• [Exercise description] If a line in the data below contains "bottom", copy it.
== Records supplied
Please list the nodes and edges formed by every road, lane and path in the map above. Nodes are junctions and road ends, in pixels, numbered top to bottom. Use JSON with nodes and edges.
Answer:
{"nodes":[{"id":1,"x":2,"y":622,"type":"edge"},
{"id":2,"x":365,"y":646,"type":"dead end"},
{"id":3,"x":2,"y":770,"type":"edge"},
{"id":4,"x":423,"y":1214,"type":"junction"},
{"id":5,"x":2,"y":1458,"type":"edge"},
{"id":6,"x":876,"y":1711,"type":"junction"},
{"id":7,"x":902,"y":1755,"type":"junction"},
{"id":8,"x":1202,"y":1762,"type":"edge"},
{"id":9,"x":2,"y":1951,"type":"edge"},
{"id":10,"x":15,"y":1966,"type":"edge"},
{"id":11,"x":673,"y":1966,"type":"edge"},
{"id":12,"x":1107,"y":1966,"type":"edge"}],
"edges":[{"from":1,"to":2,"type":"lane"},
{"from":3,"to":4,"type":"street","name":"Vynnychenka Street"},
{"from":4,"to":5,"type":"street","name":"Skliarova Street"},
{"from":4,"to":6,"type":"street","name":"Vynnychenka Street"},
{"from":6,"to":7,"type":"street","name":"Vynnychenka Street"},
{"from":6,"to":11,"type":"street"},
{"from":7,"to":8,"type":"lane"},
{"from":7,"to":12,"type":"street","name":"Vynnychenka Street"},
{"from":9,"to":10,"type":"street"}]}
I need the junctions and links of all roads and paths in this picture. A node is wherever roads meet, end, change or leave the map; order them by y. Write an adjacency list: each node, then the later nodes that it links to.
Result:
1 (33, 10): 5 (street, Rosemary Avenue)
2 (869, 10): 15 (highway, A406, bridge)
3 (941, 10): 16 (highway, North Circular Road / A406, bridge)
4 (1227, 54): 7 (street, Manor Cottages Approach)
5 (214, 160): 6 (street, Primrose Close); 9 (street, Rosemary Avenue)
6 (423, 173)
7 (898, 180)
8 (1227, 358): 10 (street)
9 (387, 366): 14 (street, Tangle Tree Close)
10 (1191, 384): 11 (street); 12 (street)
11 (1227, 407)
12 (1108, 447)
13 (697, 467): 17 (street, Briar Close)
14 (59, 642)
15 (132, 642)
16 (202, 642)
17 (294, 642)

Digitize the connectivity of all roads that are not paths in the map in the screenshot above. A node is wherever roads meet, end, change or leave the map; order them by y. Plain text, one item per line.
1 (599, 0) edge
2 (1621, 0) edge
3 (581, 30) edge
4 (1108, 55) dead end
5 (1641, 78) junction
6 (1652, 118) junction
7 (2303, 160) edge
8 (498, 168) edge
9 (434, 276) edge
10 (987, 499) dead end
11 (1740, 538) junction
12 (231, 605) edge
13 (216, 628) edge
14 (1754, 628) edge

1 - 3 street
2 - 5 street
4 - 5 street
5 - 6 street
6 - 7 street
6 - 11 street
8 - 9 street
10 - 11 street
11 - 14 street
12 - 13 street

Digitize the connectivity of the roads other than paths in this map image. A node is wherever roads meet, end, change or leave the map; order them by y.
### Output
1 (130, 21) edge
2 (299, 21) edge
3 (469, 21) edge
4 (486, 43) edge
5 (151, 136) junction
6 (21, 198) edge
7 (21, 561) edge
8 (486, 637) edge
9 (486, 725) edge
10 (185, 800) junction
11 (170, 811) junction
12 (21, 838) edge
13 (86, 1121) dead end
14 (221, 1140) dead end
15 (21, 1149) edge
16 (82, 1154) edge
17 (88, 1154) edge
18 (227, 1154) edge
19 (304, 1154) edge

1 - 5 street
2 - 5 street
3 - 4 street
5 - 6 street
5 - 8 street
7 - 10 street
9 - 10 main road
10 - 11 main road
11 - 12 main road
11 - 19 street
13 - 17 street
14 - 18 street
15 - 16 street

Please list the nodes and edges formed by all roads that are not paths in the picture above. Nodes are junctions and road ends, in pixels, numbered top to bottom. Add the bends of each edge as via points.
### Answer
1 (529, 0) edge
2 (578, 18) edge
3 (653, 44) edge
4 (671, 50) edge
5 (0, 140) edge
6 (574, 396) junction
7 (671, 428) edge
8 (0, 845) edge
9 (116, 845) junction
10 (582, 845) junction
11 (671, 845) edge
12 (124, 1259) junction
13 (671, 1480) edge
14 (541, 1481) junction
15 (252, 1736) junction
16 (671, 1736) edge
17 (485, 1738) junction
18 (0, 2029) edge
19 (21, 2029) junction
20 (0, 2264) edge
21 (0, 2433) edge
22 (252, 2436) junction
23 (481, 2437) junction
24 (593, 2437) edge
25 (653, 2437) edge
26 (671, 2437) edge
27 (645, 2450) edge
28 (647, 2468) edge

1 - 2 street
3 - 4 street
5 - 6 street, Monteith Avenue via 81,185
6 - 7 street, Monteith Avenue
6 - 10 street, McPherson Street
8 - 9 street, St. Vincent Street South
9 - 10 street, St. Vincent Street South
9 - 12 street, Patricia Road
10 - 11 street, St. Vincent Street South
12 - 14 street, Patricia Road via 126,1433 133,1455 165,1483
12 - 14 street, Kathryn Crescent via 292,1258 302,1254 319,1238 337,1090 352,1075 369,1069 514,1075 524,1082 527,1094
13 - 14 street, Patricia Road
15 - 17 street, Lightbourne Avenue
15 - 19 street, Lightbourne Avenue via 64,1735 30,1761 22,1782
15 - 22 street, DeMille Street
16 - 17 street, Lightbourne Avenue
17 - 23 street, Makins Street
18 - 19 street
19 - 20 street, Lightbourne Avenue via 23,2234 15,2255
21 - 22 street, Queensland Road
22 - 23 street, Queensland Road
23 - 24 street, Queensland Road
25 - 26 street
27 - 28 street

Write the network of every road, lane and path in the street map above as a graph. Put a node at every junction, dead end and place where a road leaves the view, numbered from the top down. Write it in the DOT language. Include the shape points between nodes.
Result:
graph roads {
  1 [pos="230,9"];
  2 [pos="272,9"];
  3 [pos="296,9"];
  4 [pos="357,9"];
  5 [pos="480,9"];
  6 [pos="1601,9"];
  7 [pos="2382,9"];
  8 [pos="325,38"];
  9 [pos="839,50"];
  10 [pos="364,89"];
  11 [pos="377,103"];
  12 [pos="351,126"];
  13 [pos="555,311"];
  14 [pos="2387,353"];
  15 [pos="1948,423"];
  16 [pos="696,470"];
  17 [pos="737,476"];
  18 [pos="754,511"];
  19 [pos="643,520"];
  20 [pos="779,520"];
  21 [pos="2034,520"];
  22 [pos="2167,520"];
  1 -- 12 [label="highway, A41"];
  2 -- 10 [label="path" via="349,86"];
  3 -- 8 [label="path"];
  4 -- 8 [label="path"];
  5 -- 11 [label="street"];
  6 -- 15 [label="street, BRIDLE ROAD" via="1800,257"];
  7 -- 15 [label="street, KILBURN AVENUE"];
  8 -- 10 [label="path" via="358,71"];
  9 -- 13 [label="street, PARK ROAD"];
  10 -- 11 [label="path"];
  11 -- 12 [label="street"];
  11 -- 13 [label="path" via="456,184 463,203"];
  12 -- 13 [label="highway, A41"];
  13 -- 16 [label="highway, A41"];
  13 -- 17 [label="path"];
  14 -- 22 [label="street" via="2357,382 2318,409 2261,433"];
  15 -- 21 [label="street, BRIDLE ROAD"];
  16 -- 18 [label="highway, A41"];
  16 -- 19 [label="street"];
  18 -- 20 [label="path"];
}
====
• [Written solution]
Please list the nodes and edges formed by every road, lane and path in the map above. Nodes are junctions and road ends, in pixels, numbered top to bottom. Use JSON with nodes and edges.
Please list the nodes and edges formed by all roads that are not paths in the picture above. Nodes are junctions and road ends, in pixels, numbered top to bottom. Add the bends of each edge as via points.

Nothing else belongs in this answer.